- Created by: Yan Moore
- Country of origin: Canada
- Original language: English
- No. of seasons: 3
- No. of episodes: 94

Production
- Producers: Stephen Stohn Linda Schuyler
- Running time: 30 minutes
- Production company: Epitome Pictures

Original release
- Network: CBC Television
- Release: 1997 – 2000

= Riverdale (Canadian TV series) =

Canadian primetime soap opera

Riverdale is a Canadian prime time television soap opera, which ran for three seasons from 1997 to 2000. The series was set in the Toronto community of Riverdale, focusing on a variety of characters and their interactions in everyday life.

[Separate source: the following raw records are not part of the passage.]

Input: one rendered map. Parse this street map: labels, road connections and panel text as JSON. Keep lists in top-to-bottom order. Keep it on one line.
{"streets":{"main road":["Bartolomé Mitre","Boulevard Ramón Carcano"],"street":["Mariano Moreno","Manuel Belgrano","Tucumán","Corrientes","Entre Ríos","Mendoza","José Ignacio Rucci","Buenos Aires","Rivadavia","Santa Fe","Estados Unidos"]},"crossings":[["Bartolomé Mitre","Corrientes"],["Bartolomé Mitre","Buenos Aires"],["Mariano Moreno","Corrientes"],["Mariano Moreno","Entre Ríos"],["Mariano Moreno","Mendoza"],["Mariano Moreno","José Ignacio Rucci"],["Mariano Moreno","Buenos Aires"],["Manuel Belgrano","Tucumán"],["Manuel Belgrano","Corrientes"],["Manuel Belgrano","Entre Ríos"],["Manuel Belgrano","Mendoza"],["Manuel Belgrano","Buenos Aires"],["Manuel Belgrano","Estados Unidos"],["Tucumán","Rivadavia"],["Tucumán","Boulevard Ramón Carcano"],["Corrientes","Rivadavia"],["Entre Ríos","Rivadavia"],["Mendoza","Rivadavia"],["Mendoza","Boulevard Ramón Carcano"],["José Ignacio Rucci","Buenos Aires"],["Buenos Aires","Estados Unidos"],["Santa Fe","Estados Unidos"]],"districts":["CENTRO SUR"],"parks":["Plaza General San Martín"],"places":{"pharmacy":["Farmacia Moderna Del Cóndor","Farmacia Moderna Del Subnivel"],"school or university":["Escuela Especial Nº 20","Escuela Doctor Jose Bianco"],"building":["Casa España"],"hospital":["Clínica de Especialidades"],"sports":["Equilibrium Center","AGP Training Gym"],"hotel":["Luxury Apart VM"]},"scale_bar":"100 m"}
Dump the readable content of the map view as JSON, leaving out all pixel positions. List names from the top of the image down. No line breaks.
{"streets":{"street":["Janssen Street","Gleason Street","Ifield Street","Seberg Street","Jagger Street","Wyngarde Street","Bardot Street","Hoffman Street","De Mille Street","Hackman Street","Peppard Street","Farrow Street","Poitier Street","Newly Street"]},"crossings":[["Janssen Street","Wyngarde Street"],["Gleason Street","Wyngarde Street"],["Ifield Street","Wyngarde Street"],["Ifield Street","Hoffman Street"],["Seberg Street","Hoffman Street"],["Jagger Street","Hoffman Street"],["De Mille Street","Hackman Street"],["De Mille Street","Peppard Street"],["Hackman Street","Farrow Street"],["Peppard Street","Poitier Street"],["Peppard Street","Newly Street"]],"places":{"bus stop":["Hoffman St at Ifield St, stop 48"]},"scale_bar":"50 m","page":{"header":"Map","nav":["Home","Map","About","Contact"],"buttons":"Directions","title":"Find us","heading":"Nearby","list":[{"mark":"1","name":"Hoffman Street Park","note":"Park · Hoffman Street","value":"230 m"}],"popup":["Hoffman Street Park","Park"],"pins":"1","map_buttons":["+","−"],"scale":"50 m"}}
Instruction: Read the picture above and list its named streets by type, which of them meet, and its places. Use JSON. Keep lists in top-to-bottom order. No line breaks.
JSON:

Riverdale was produced by Epitome Pictures in association with CBC Television. Originally inspired by the socially realistic style of British soaps such as Coronation Street, due to low early ratings it began introducing some more American-style soap opera elements, most notably in the expansion of Melissa DiMarco's character, Irene Stavros, into an American-style soap vixen who dressed in tight clothing to accentuate her sex appeal.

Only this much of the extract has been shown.